The sports are also widely seen as a form of gambling.
In the wake of a recent report by the American Sports Medicine Association, the International Association of Athletics Federations (IAAF) and the International Olympic Committee (IOC), sports organizations in the United States and Canada have called for a ban on the sport.
In a statement released on Wednesday, the three associations urged the International Olympics Committee (IOAC) to “take immediate action” to “ban competitive sports from the sport of ultimate frisbee.”
Athletes have complained that their physical and mental well-being is adversely affected when competing in these games.
Some, like Michael McQuaid, an American golfer, have also been accused of doping in recent years.
A report released by the IAAF in March said the organization has received more than 1,500 reports of alleged doping and malpractice from players and staff members of American Ultimate Frisbee.

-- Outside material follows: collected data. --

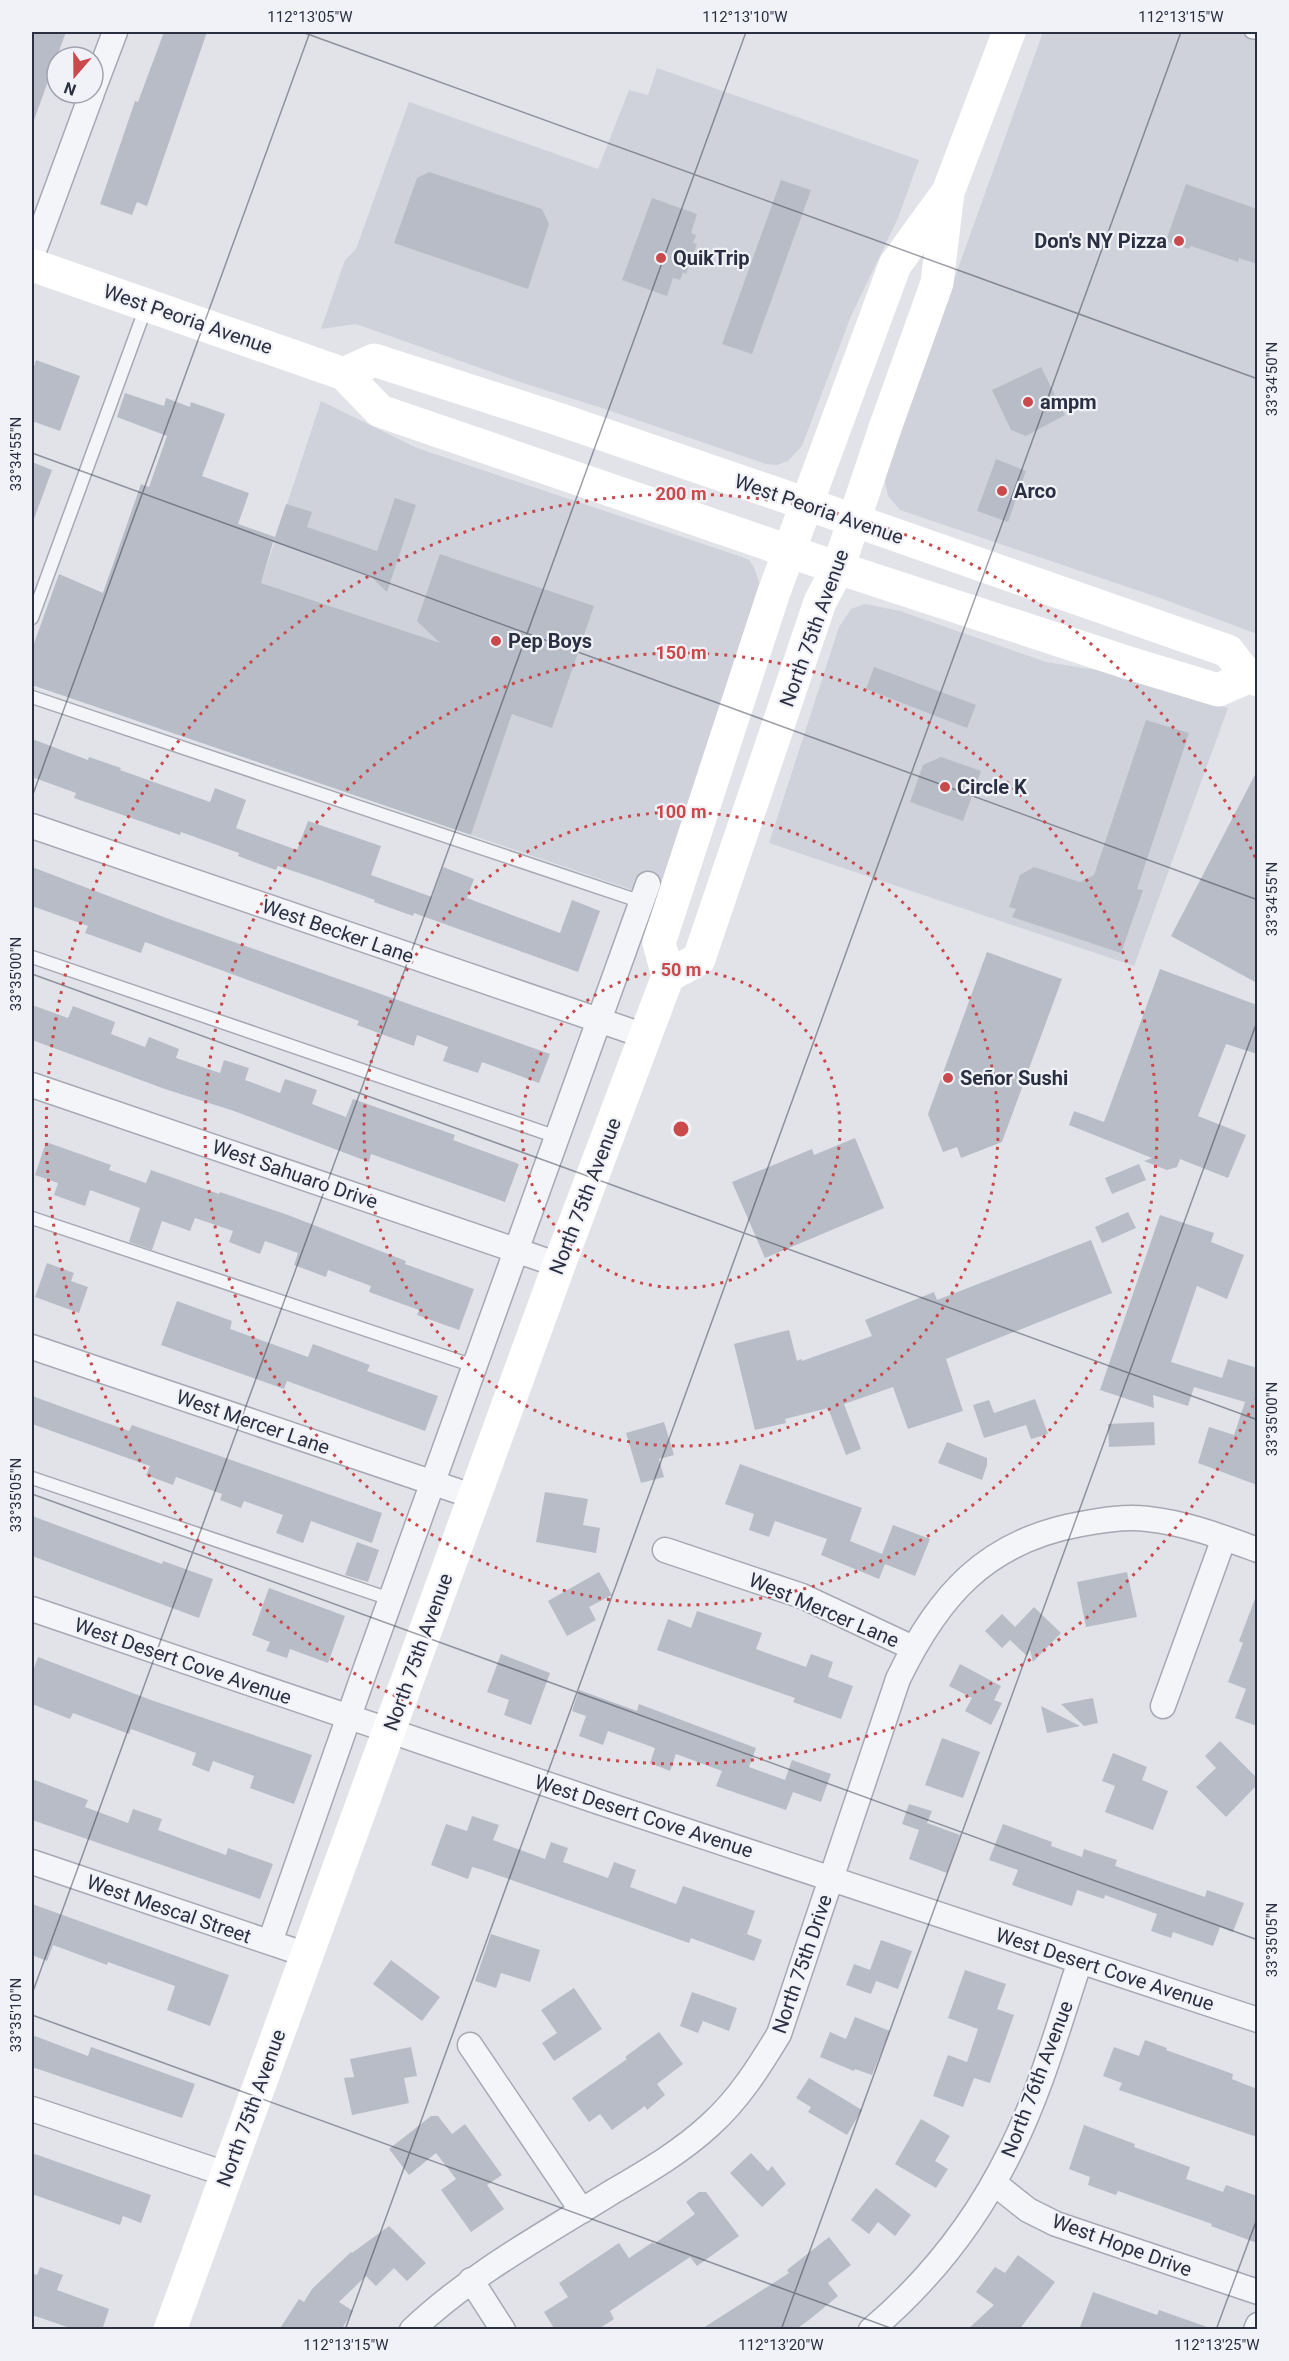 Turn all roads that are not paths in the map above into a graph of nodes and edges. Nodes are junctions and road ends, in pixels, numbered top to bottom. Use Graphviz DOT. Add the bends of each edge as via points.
graph roads {
  1 [pos="115,32"];
  2 [pos="1009,32"];
  3 [pos="1251,32"];
  4 [pos="1257,33"];
  5 [pos="105,59"];
  6 [pos="87,105"];
  7 [pos="948,192"];
  8 [pos="38,218"];
  9 [pos="32,256"];
  10 [pos="32,265"];
  11 [pos="147,304"];
  12 [pos="344,374"];
  13 [pos="471,391"];
  14 [pos="456,437"];
  15 [pos="807,504"];
  16 [pos="853,520"];
  17 [pos="789,551"];
  18 [pos="838,568"];
  19 [pos="32,618"];
  20 [pos="1253,679"];
  21 [pos="32,697"];
  22 [pos="32,826"];
  23 [pos="688,858"];
  24 [pos="645,893"];
  25 [pos="703,947"];
  26 [pos="32,957"];
  27 [pos="668,976"];
  28 [pos="599,1021"];
  29 [pos="645,1036"];
  30 [pos="32,1084"];
  31 [pos="557,1137"];
  32 [pos="32,1218"];
  33 [pos="517,1250"];
  34 [pos="559,1265"];
  35 [pos="32,1347"];
  36 [pos="474,1366"];
  37 [pos="32,1478"];
  38 [pos="433,1482"];
  39 [pos="475,1497"];
  40 [pos="1224,1538"];
  41 [pos="664,1550"];
  42 [pos="1257,1550"];
  43 [pos="390,1599"];
  44 [pos="32,1609"];
  45 [pos="913,1648"];
  46 [pos="1163,1706"];
  47 [pos="348,1717"];
  48 [pos="388,1731"];
  49 [pos="32,1862"];
  50 [pos="832,1879"];
  51 [pos="270,1942"];
  52 [pos="307,1955"];
  53 [pos="1080,1961"];
  54 [pos="1257,2020"];
  55 [pos="470,2045"];
  56 [pos="32,2109"];
  57 [pos="226,2174"];
  58 [pos="994,2183"];
  59 [pos="582,2211"];
  60 [pos="471,2280"];
  61 [pos="1257,2292"];
  62 [pos="1257,2325"];
  63 [pos="170,2330"];
  64 [pos="412,2330"];
  65 [pos="503,2330"];
  66 [pos="870,2330"];
  67 [pos="1256,2330"];
  1 -- 5 [label="street"];
  2 -- 7 [label="main road, North 75th Avenue"];
  3 -- 4 [label="lane"];
  6 -- 8 [label="street"];
  7 -- 15 [label="main road, North 75th Avenue" via="895,265"];
  7 -- 16 [label="main road, North 75th Avenue" via="937,283"];
  8 -- 9 [label="street"];
  10 -- 11 [label="main road, West Peoria Avenue"];
  11 -- 12 [label="main road, West Peoria Avenue"];
  11 -- 19 [label="lane"];
  12 -- 13 [label="main road, West Peoria Avenue" via="374,360"];
  12 -- 14 [label="main road, West Peoria Avenue" via="380,411"];
  13 -- 14 [label="main road"];
  13 -- 15 [label="main road, West Peoria Avenue"];
  14 -- 17 [label="main road, West Peoria Avenue"];
  15 -- 16 [label="main road, West Peoria Avenue"];
  15 -- 17 [label="main road, North 75th Avenue"];
  16 -- 18 [label="main road, North 75th Avenue"];
  16 -- 20 [label="main road, West Peoria Avenue" via="1228,651"];
  17 -- 18 [label="main road, West Peoria Avenue"];
  17 -- 23 [label="main road, North 75th Avenue"];
  18 -- 20 [label="main road, West Peoria Avenue" via="1218,690"];
  18 -- 25 [label="main road, North 75th Avenue" via="820,602"];
  21 -- 24 [label="lane"];
  22 -- 28 [label="street, West Becker Lane"];
  23 -- 25 [label="main road" via="704,869 693,929"];
  23 -- 27 [label="main road, North 75th Avenue" via="659,942"];
  24 -- 28 [label="street"];
  25 -- 27 [label="main road, North 75th Avenue" via="699,958"];
  26 -- 31 [label="lane"];
  27 -- 29 [label="main road, North 75th Avenue"];
  28 -- 29 [label="street, West Becker Lane"];
  28 -- 31 [label="street"];
  29 -- 34 [label="main road, North 75th Avenue"];
  30 -- 33 [label="street, West Sahuaro Drive"];
  31 -- 33 [label="street"];
  32 -- 36 [label="lane"];
  33 -- 34 [label="street, West Sahuaro Drive"];
  33 -- 36 [label="street"];
  34 -- 39 [label="main road, North 75th Avenue"];
  35 -- 38 [label="street, West Mercer Lane"];
  36 -- 38 [label="street"];
  37 -- 43 [label="lane"];
  38 -- 39 [label="street, West Mercer Lane"];
  38 -- 43 [label="street"];
  39 -- 48 [label="main road, North 75th Avenue"];
  40 -- 42 [label="street, West Mercer Lane"];
  40 -- 45 [label="street, West Mercer Lane" via="1180,1524 1147,1519 1103,1520 1060,1528 1002,1553 973,1573 934,1614"];
  40 -- 46 [label="street"];
  41 -- 45 [label="street, West Mercer Lane" via="802,1596"];
  43 -- 47 [label="street"];
  44 -- 47 [label="street, West Desert Cove Avenue"];
  45 -- 50 [label="street, North 75th Drive" via="898,1679"];
  47 -- 48 [label="street, West Desert Cove Avenue"];
  47 -- 51 [label="street"];
  48 -- 50 [label="street, West Desert Cove Avenue"];
  48 -- 52 [label="main road, North 75th Avenue"];
  49 -- 51 [label="street, West Mescal Street"];
  50 -- 53 [label="street, West Desert Cove Avenue"];
  50 -- 59 [label="street, North 75th Drive" via="779,2034 751,2079 710,2125 673,2155"];
  51 -- 52 [label="street, West Mescal Street"];
  52 -- 57 [label="main road, North 75th Avenue"];
  53 -- 54 [label="street, West Desert Cove Avenue"];
  53 -- 58 [label="street, North 76th Avenue" via="1024,2121"];
  55 -- 59 [label="street"];
  56 -- 57 [label="street"];
  57 -- 63 [label="main road, North 75th Avenue"];
  58 -- 61 [label="street, West Hope Drive" via="1028,2210 1056,2224"];
  58 -- 66 [label="street, North 76th Avenue" via="936,2267"];
  59 -- 60 [label="street, North 75th Drive"];
  60 -- 64 [label="street, North 75th Drive"];
  60 -- 65 [label="street"];
  62 -- 67 [label="street"];
} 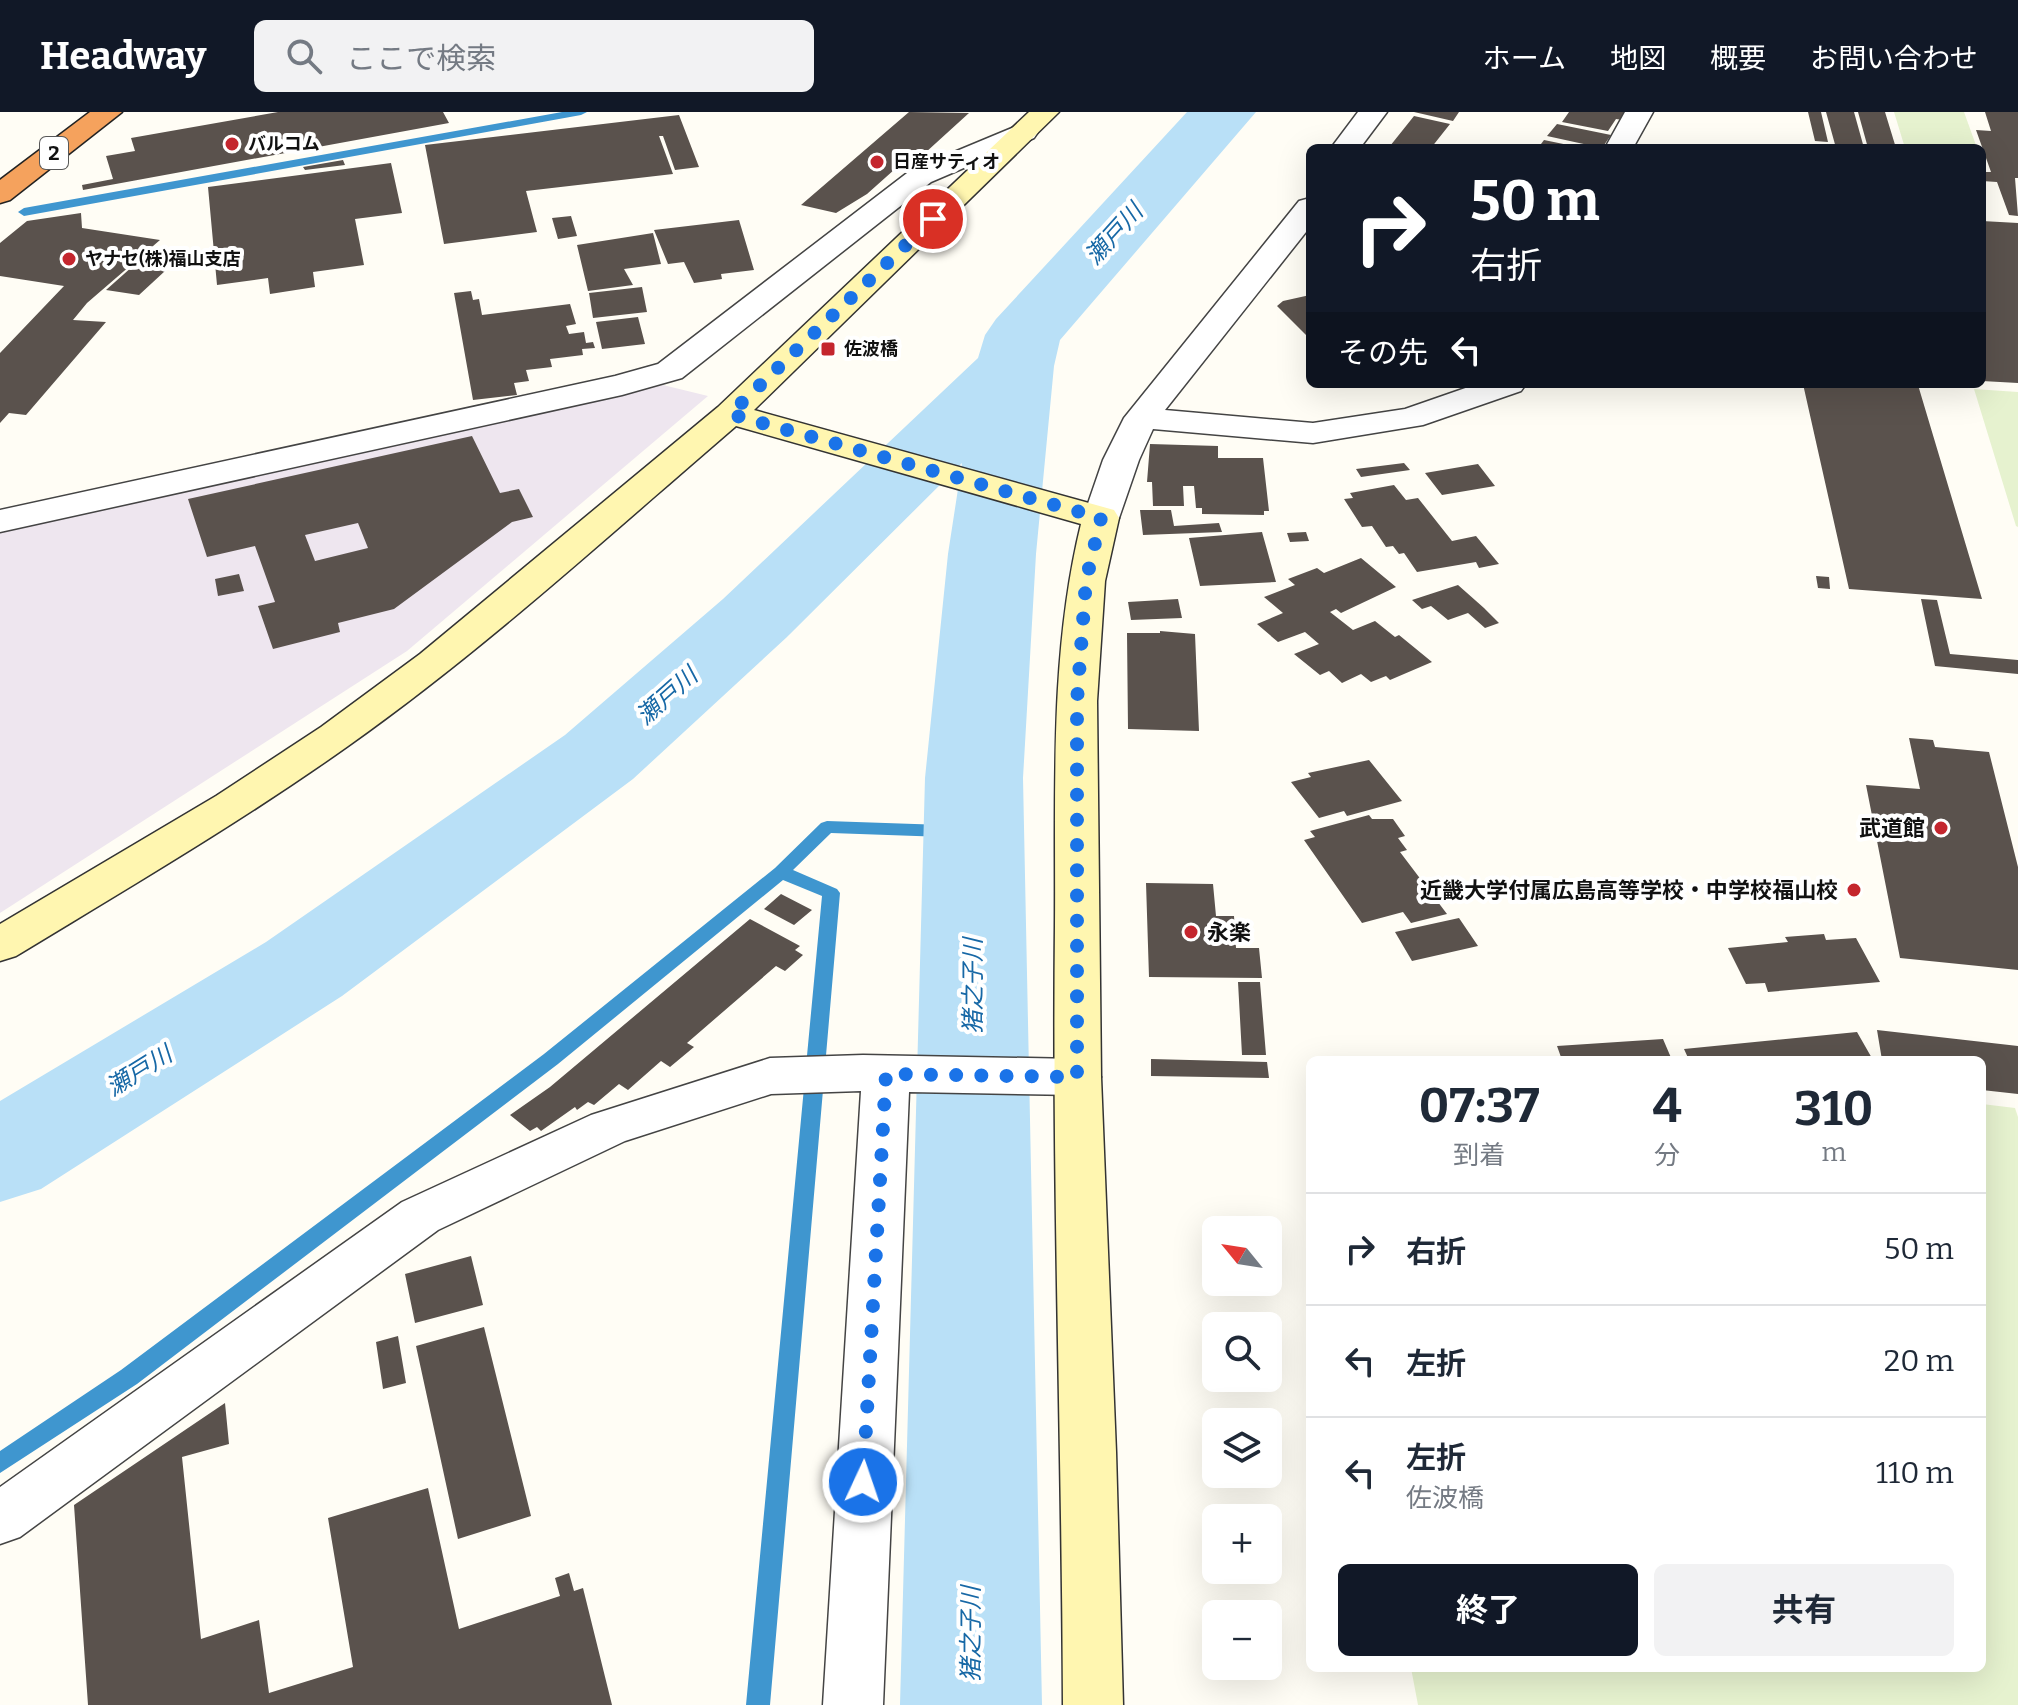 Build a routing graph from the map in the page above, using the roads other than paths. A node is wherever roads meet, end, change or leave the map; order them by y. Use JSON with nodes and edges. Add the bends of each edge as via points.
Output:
{"nodes":[{"id":1,"x":108,"y":112,"type":"edge"},
{"id":2,"x":1373,"y":112,"type":"edge"},
{"id":3,"x":1639,"y":112,"type":"edge"},
{"id":4,"x":1035,"y":122,"type":"edge"},
{"id":5,"x":1348,"y":144,"type":"edge"},
{"id":6,"x":1621,"y":144,"type":"edge"},
{"id":7,"x":0,"y":194,"type":"edge"},
{"id":8,"x":1306,"y":212,"type":"edge"},
{"id":9,"x":1497,"y":388,"type":"edge"},
{"id":10,"x":746,"y":418,"type":"junction"},
{"id":11,"x":1141,"y":418,"type":"junction"},
{"id":12,"x":1088,"y":514,"type":"junction"},
{"id":13,"x":0,"y":521,"type":"edge"},
{"id":14,"x":0,"y":945,"type":"edge"},
{"id":15,"x":885,"y":1074,"type":"junction"},
{"id":16,"x":1056,"y":1077,"type":"junction"},
{"id":17,"x":0,"y":1519,"type":"edge"},
{"id":18,"x":853,"y":1705,"type":"edge"},
{"id":19,"x":1093,"y":1705,"type":"edge"}],
"edges":[{"from":1,"to":7,"type":"highway","number":"2"},
{"from":2,"to":5,"type":"street"},
{"from":3,"to":6,"type":"street"},
{"from":4,"to":10,"type":"street"},
{"from":4,"to":13,"type":"street","via":[[921,176],[670,371]]},
{"from":8,"to":11,"type":"street"},
{"from":9,"to":11,"type":"street","via":[[1411,418],[1313,433]]},
{"from":10,"to":12,"type":"street"},
{"from":10,"to":14,"type":"street","via":[[335,736],[231,806]]},
{"from":11,"to":12,"type":"street"},
{"from":12,"to":16,"type":"street"},
{"from":15,"to":16,"type":"street"},
{"from":15,"to":17,"type":"street","via":[[770,1076],[608,1128],[420,1216]]},
{"from":15,"to":18,"type":"street"},
{"from":16,"to":19,"type":"street","via":[[1089,1452]]}]}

But some experts say the sport has also been tainted by a series of scandals, including the infamous 2013 arrest of the former U.S. Ultimate Frisk star Mark Cavendish for allegedly testing positive for anabolic steroids in a London hotel room.
“We have to find a way to make sport safe and fair for everyone,” said James Kornfeld, president of the Professional Frisby Association, an organization that promotes competitive sports in the U.K. “The ultimate frisking scandal has tarnished the sport and the sport in general.”
In November, Canadian and British police announced the arrests of two men, and the former World U.C.B. champ Ryan Hall and former World Ultimate Frish champion Ryan Haggerty, on suspicion of fraud and money laundering related to their involvement in the sport’s alleged doping.
Both men had previously pleaded not guilty.